Seguimos construyendo casas para las familias y personas más humildes. La casa o vivienda es uno de los derechos más fundamentales que tenemos las personas y las familias. En nuestro mundo podemos apreciar que aún existen muchas personas sin techo, ni hogar.

Vivimos en la amazonia peruana, en concreto, en la región de Loreto, en Contamana, regada por el río Ucayali. En esta parte del mundo existen muchas familias que no tienen techo o si lo tienen no ofrecen ninguna garantía, pues el fuerte sol y la lluvia exigen de unas condiciones que den seguridad a las personas.

Contamana crece, familias de los caseríos y otros lugares llegan en búsqueda de una mejor calidad de vida, donde sus hijos puedan estudiar. Han aparecido nuevos asentamientos, la Municipalidad extiende sus constancias de terreno para que puedan construir sus viviendas; las familias no cuentan con los recursos para construir sus casas. Por ello, la parroquia a través   del grupo de voluntarios samaritanos seguimos construyendo casas para las familias más humildes; no tenemos recursos propios, ni nos alcanza construir con las actividades que realizamos, contamos con la ayuda de la ONGD Hesed Perú y Amigos de la misión franciscana de la selva amazónica del Ucayali- Perú, gracias a estas entidades podemos seguir construyendo casas, llevando calidad de vida para los más necesitados.

Son muchas las solicitudes que tenemos, resulta difícil determinar a quienes vamos a construir su casa, les pedimos paciencia, no podemos llegar a todos, pero al menos vamos remediando esta necesidad básica en algunas familias y personas que más lo necesitan.
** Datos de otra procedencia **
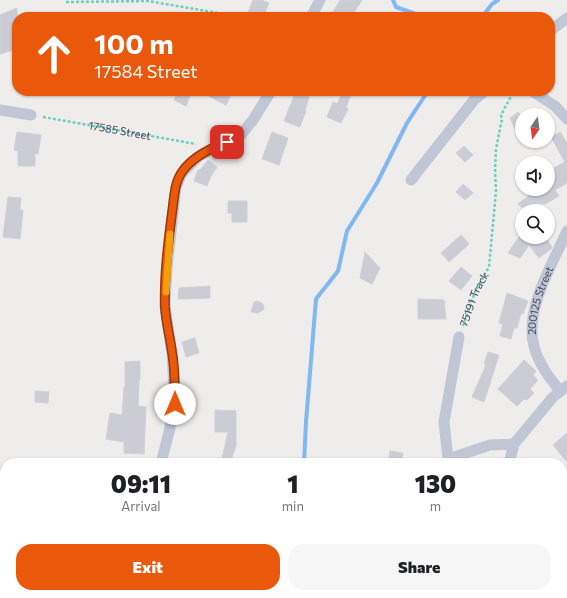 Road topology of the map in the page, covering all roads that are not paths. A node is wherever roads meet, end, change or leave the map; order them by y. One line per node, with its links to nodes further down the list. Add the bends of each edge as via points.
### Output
1 (320, 0): 2 (street)
2 (314, 12)
3 (567, 18): 4 (street)
4 (555, 27)
5 (267, 96): 16 (street, via 239,137 198,157 182,173 176,187 166,268 165,306 172,354 175,404)
6 (479, 96): 11 (street)
7 (540, 96): 10 (street, via 555,106)
8 (0, 110): 9 (street)
9 (30, 115)
10 (567, 119)
11 (411, 180)
12 (567, 231): 14 (street, 200125 Street, via 540,289 534,308 532,330 533,345 546,373)
13 (459, 337): 17 (street, 75191 Track, via 444,422)
14 (563, 388): 15 (street)
15 (514, 444): 18 (street, via 490,444); 19 (street)
16 (162, 458)
17 (447, 458)
18 (455, 458)
19 (510, 458) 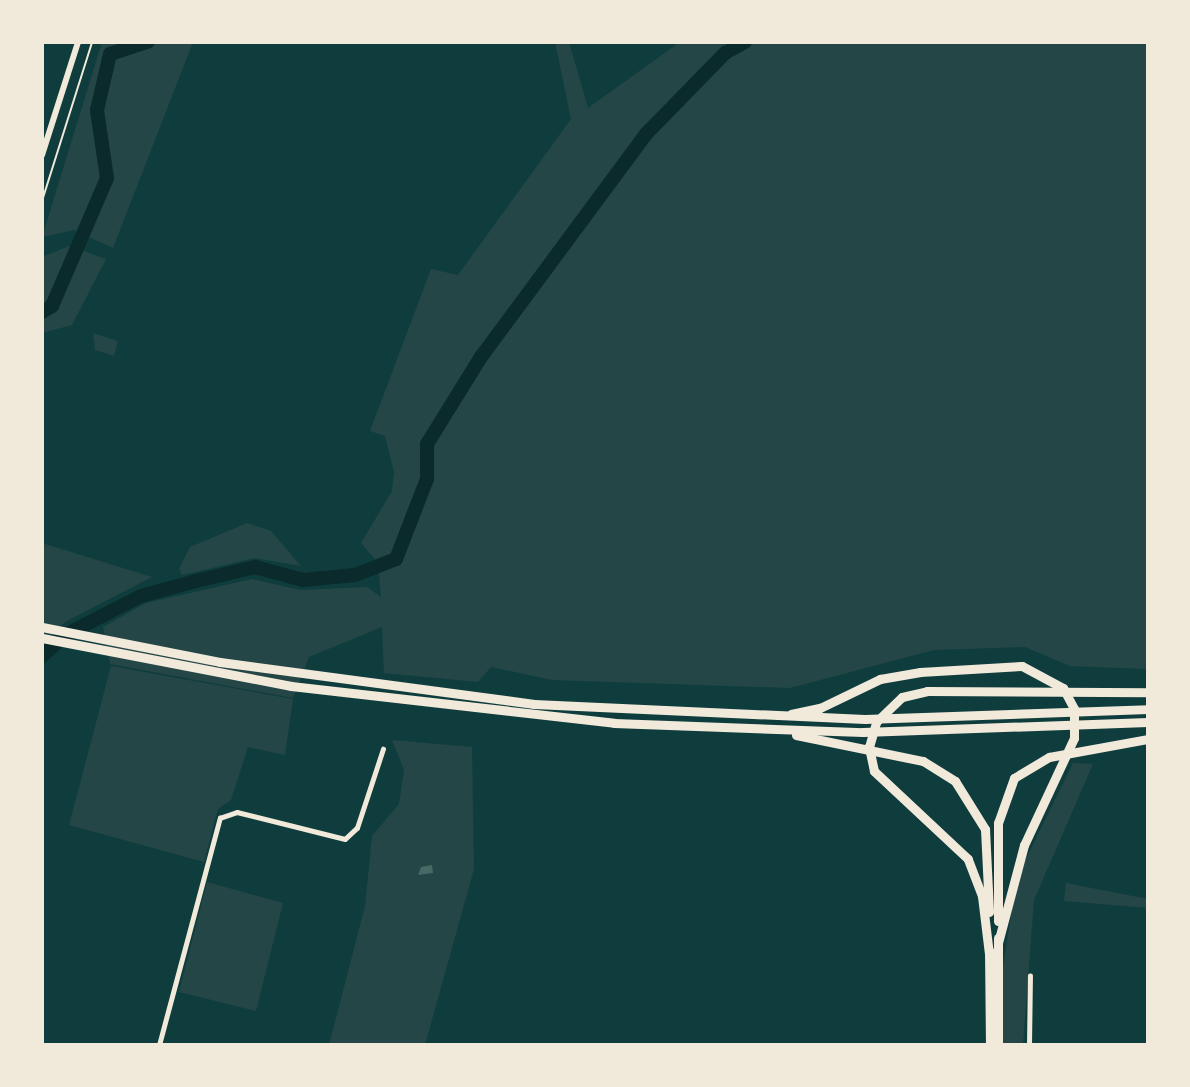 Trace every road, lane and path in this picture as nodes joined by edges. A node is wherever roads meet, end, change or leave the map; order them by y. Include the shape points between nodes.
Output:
1 (78, 42) edge
2 (92, 42) edge
3 (42, 155) edge
4 (42, 201) edge
5 (42, 626) edge
6 (42, 638) edge
7 (1148, 692) edge
8 (1148, 709) edge
9 (768, 718) junction
10 (1148, 722) edge
11 (777, 730) junction
12 (1148, 739) edge
13 (383, 749) dead end
14 (998, 943) junction
15 (989, 954) junction
16 (1030, 976) dead end
17 (159, 1045) edge
18 (990, 1045) edge
19 (998, 1045) edge
20 (1029, 1045) edge

1 - 3 street
2 - 4 path
5 - 9 highway via 220,662 497,700
6 - 11 highway via 228,676 495,712
7 - 15 highway via 927,691 902,697 885,710 870,736 874,771 890,792 944,830 968,859 982,896
8 - 9 highway via 955,718
9 - 14 highway via 820,708 902,674 1011,666 1044,672 1063,688 1074,709 1074,738 1024,845
10 - 11 highway
11 - 15 highway via 923,761 955,781 985,829
12 - 14 highway via 1049,757 1014,778 998,823
13 - 17 street via 357,828 345,839 237,812 220,818
14 - 19 highway
15 - 18 highway
16 - 20 street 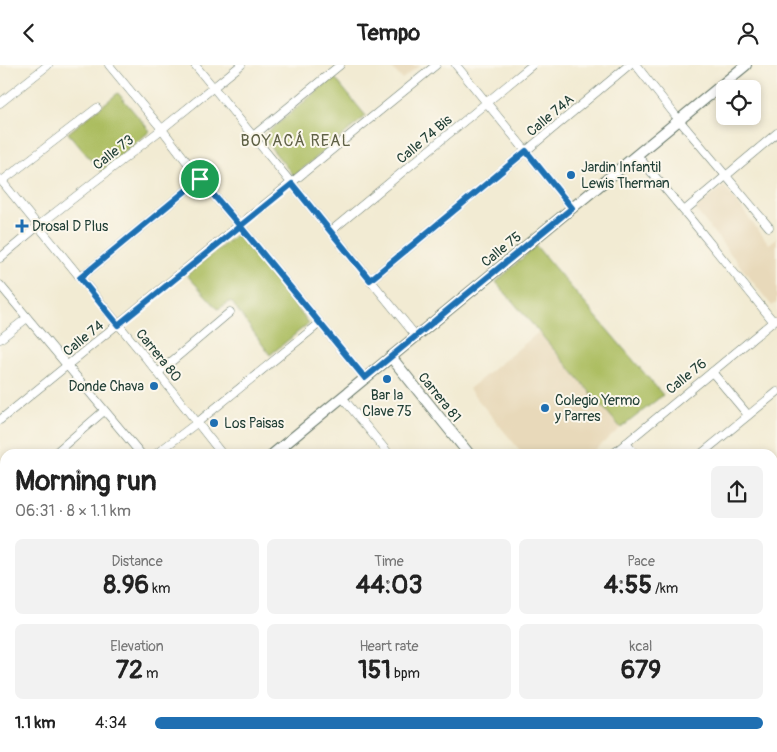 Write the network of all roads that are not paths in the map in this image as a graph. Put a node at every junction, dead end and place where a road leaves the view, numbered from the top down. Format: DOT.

En la sección de fotos puede ver otras de esta actividad

En lo que llevamos de curso, ya hemos construido tres viviendas, ahora estamos construyendo otras tres. Queremos construir la vivienda de una persona que sufre discapacidad, estamos esperando que la Municipalidad done el terreno.

Visitar a las familias en su espacio es muy importante, así “in situ” te das cuenta de las condiciones de vida en la que se vive, de la falta de agua y desagüe, de vivir hacinados sin un mínimo de intimidad para la pareja y los hijos. Muchas enfermedades se podrían evitar si gozaran de una casa segura y saludable. La construcción de la casa es una oportunidad para trabajar aspectos esenciales de la vida común y en familia, así como las relaciones entre vecinos.

Agradecemos a todos ustedes que se interesan por la obra humanitaria y social que estamos llevando adelante contando con su ayuda y aporte. No queremos desmayar en esta iniciativa que implica el desarrollo integral de las personas y favorece la vida en común, al menos, pueden gozar de diferentes espacios para vivir y respetar la intimidad de las personas.